— REQUIREMENT —
When a line of the material has the word "Masjid" in it, copy that line.

BEGIN

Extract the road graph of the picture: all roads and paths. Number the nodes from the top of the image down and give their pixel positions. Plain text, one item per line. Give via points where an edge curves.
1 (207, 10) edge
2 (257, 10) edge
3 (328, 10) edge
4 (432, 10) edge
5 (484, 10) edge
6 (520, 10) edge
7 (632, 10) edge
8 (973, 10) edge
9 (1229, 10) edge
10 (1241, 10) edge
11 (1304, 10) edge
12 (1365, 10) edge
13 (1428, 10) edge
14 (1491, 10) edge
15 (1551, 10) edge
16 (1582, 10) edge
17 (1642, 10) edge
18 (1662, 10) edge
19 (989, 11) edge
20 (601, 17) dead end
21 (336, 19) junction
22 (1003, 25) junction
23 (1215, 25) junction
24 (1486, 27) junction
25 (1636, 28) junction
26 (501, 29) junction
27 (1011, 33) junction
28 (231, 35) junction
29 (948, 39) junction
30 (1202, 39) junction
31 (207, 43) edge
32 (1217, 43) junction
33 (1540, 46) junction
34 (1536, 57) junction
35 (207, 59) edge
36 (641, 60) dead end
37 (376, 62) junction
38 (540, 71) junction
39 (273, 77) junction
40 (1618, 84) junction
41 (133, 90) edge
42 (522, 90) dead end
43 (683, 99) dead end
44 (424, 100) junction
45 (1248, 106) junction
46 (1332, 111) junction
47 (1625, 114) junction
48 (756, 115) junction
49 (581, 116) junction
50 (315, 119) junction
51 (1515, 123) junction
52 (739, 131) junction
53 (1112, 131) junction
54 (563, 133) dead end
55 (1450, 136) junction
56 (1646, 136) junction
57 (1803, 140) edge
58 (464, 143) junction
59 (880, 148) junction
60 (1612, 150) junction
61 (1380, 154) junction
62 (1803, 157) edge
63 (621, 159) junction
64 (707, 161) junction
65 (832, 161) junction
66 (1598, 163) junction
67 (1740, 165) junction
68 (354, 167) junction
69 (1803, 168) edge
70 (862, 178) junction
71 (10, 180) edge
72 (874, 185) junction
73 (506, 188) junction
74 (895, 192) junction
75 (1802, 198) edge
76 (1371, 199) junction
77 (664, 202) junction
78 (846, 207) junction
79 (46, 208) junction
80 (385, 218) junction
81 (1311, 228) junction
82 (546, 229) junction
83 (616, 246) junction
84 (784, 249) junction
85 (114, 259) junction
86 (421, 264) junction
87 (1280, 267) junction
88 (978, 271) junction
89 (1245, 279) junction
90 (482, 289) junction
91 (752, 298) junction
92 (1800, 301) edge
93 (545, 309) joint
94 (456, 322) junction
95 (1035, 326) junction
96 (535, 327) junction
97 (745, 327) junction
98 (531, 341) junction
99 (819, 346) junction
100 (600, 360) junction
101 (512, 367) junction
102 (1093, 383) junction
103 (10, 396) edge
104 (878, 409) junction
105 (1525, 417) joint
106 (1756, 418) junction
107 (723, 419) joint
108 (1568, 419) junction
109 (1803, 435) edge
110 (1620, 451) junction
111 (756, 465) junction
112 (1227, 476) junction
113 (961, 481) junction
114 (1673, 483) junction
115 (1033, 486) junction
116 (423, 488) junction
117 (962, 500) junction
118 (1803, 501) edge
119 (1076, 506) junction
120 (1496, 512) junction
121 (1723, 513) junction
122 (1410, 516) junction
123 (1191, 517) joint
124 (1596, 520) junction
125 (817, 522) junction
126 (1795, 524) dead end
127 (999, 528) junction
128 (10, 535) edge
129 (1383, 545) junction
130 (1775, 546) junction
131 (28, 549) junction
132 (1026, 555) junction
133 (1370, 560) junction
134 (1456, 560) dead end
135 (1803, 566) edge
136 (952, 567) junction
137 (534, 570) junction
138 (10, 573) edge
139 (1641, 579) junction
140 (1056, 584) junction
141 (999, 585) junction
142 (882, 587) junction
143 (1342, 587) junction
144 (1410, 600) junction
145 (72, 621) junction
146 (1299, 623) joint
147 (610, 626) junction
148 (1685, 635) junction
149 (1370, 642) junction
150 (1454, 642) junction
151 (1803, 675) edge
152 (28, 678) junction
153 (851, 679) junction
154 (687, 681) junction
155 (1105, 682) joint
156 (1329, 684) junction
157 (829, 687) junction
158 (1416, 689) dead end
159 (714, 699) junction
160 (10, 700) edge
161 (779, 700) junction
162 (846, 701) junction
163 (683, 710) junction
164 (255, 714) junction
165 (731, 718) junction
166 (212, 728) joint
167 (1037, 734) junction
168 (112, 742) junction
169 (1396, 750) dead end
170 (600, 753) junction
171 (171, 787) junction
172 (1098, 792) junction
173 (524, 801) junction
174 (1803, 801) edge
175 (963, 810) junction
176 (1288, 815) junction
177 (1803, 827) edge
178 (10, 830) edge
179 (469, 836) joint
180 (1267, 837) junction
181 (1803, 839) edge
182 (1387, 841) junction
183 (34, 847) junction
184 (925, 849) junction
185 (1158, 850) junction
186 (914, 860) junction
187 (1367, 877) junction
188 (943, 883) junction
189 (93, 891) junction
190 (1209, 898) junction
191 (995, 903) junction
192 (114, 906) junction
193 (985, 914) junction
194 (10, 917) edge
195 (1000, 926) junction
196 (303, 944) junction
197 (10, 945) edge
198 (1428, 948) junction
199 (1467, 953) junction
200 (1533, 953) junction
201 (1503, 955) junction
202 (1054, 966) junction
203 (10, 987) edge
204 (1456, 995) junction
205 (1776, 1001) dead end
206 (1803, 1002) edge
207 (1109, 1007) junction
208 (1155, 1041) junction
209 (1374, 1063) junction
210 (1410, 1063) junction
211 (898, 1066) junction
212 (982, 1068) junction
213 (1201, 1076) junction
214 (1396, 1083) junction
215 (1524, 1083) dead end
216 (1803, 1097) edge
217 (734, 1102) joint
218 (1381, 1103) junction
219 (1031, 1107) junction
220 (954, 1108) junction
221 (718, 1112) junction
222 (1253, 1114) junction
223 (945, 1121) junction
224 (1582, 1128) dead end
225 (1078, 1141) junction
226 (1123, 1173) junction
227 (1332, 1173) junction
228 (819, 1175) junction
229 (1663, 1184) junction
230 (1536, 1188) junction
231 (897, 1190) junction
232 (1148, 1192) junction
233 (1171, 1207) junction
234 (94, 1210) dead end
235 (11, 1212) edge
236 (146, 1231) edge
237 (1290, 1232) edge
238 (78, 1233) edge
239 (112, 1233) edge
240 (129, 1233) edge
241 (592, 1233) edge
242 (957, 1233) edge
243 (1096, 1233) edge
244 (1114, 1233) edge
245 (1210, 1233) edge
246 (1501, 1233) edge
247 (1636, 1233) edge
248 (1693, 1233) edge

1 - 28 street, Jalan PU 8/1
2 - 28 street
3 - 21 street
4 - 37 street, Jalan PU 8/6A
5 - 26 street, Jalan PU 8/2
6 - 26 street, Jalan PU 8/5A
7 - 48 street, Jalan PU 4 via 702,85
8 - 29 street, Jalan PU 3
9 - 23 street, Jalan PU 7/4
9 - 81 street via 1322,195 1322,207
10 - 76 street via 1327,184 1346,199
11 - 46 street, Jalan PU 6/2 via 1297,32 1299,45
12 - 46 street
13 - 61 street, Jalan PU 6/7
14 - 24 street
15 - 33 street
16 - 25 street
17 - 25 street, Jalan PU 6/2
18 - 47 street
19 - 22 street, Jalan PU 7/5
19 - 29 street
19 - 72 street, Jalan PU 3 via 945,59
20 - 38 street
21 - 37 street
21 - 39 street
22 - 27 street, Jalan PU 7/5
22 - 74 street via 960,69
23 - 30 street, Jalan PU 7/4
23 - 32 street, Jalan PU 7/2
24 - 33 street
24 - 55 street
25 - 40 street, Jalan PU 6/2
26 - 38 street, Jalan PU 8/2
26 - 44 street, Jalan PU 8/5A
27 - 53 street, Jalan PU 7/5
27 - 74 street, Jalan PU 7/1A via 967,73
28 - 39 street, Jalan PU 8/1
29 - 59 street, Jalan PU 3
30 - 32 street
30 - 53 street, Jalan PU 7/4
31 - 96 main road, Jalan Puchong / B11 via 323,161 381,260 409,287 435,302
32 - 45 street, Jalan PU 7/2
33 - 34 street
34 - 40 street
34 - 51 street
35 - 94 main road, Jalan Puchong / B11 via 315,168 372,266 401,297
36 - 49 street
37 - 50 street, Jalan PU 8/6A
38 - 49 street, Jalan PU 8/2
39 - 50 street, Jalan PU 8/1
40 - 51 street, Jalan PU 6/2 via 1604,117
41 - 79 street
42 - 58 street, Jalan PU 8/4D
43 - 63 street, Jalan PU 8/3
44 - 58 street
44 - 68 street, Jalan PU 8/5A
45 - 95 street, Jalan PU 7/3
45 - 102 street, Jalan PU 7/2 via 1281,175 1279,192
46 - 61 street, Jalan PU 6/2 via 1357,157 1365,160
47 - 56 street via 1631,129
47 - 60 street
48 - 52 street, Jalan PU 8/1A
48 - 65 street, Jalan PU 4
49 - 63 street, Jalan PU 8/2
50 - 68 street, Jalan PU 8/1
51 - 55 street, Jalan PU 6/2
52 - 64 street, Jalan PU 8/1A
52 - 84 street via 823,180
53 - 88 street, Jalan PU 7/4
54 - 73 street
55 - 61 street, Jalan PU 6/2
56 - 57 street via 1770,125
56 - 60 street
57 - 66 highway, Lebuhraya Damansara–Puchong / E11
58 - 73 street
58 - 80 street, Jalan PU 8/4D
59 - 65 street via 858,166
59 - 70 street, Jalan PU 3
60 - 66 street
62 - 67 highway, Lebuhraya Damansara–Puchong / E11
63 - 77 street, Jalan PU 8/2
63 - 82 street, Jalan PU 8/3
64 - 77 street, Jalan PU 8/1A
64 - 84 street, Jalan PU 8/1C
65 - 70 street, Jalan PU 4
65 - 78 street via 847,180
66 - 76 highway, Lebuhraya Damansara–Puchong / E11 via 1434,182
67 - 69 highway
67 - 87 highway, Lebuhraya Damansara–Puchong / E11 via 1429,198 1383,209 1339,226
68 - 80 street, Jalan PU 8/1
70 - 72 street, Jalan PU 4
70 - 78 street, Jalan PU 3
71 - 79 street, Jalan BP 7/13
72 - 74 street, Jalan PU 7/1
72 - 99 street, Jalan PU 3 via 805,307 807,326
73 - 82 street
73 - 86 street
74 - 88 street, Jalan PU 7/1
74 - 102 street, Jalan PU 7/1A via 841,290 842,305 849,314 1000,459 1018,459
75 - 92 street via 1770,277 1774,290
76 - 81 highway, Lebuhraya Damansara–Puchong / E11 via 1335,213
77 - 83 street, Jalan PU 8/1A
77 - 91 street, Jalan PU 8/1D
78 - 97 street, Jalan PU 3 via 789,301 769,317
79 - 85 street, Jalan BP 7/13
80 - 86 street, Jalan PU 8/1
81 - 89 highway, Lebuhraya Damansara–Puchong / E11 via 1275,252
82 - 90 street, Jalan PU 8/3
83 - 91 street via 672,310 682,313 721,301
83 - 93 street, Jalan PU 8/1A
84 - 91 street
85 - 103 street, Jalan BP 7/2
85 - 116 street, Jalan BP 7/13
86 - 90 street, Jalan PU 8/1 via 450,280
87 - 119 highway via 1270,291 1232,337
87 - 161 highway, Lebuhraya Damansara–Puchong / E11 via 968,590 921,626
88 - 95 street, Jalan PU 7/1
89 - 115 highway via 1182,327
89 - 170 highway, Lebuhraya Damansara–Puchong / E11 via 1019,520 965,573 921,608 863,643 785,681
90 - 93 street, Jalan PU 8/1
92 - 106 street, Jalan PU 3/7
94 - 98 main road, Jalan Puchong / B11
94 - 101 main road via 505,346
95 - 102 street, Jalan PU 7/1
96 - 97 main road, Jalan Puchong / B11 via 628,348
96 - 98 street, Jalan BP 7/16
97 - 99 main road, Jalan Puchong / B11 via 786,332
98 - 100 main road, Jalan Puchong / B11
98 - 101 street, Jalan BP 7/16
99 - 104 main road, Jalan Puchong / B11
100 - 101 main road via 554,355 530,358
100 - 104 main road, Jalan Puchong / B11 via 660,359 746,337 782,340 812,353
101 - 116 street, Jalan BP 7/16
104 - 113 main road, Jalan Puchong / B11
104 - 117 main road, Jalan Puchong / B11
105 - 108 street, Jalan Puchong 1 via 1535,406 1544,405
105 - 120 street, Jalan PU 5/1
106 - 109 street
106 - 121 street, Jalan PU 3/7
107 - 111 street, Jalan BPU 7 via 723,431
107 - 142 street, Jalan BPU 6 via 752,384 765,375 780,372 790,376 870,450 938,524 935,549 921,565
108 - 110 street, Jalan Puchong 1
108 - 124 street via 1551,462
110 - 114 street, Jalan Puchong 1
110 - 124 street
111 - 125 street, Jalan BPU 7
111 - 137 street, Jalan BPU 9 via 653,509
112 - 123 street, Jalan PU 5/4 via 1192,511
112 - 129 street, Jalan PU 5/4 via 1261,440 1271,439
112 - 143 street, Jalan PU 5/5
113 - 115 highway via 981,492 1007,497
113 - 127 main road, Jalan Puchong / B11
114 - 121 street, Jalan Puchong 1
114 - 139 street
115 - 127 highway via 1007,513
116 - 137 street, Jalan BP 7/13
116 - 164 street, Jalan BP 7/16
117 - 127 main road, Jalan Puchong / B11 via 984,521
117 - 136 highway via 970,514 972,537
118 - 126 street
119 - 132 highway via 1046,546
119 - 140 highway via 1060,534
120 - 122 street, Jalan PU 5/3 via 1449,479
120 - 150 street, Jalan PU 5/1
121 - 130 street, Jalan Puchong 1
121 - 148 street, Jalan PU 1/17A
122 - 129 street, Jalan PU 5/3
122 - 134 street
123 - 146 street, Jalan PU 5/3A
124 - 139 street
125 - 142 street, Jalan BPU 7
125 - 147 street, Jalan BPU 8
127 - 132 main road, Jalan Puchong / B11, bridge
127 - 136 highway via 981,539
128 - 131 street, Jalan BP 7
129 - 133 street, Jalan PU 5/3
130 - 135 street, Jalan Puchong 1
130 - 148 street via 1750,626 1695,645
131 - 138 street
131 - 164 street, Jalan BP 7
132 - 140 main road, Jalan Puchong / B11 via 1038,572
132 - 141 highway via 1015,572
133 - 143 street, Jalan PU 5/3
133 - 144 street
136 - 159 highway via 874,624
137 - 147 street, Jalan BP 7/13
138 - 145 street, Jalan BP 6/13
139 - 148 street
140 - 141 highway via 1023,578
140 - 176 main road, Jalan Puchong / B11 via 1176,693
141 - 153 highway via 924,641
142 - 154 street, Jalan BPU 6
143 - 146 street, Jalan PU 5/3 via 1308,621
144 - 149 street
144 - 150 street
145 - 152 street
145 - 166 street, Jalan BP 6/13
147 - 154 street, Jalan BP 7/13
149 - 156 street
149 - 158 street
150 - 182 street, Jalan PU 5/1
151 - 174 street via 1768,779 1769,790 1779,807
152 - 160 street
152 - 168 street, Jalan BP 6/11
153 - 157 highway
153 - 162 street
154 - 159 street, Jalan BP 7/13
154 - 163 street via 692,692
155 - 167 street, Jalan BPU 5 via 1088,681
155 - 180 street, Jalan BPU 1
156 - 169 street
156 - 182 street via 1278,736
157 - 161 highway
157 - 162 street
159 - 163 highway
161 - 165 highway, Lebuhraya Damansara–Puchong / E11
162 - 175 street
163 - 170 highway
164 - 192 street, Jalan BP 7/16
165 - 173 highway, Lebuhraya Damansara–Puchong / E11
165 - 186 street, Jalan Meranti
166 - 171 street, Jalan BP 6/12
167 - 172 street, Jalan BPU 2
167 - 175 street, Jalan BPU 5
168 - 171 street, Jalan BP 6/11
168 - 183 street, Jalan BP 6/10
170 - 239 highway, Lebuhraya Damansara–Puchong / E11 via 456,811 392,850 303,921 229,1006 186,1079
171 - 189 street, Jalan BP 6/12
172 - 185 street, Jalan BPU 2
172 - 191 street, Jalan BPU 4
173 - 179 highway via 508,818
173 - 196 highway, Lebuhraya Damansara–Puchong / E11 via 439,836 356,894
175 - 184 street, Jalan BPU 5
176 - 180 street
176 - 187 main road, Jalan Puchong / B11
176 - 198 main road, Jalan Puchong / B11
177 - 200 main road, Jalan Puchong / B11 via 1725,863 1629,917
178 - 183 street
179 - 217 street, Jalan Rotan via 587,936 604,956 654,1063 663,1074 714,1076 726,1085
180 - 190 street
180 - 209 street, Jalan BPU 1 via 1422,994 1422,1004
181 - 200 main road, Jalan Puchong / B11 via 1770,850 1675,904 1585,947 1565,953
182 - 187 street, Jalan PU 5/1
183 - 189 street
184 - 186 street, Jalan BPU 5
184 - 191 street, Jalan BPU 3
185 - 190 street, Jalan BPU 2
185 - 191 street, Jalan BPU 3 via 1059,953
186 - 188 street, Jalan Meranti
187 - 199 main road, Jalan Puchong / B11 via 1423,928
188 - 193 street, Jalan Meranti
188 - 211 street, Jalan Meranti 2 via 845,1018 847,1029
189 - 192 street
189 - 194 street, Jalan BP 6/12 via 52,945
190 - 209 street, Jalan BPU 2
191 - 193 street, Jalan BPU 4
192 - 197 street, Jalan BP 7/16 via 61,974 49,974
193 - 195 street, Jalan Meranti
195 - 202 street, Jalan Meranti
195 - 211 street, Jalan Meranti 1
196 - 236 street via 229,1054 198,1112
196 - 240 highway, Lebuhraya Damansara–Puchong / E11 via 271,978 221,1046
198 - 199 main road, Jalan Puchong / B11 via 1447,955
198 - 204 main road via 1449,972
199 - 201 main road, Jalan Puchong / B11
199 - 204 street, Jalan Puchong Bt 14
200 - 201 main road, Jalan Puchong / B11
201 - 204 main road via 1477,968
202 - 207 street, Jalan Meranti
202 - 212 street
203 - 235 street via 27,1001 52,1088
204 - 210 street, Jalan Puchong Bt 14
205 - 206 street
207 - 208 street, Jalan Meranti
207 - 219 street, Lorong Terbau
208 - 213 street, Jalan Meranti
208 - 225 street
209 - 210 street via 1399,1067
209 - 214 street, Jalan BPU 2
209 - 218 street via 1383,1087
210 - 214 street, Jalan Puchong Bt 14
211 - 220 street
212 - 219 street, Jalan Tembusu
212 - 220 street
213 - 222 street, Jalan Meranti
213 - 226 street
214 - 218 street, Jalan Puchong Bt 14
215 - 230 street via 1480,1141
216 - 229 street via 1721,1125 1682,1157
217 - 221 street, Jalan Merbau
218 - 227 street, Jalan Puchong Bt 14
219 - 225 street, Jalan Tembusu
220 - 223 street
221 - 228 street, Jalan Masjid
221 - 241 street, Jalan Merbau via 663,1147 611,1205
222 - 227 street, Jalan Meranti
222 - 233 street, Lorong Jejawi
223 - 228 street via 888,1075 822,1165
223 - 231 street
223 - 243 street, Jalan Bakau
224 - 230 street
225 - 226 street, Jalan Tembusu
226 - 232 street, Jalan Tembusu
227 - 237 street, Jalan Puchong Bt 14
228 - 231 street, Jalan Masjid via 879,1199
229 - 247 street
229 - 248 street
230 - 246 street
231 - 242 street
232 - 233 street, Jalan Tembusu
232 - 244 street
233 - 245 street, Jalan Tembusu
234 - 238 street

END

— SOLUTION —
221 - 228 street, Jalan Masjid
228 - 231 street, Jalan Masjid via 879,1199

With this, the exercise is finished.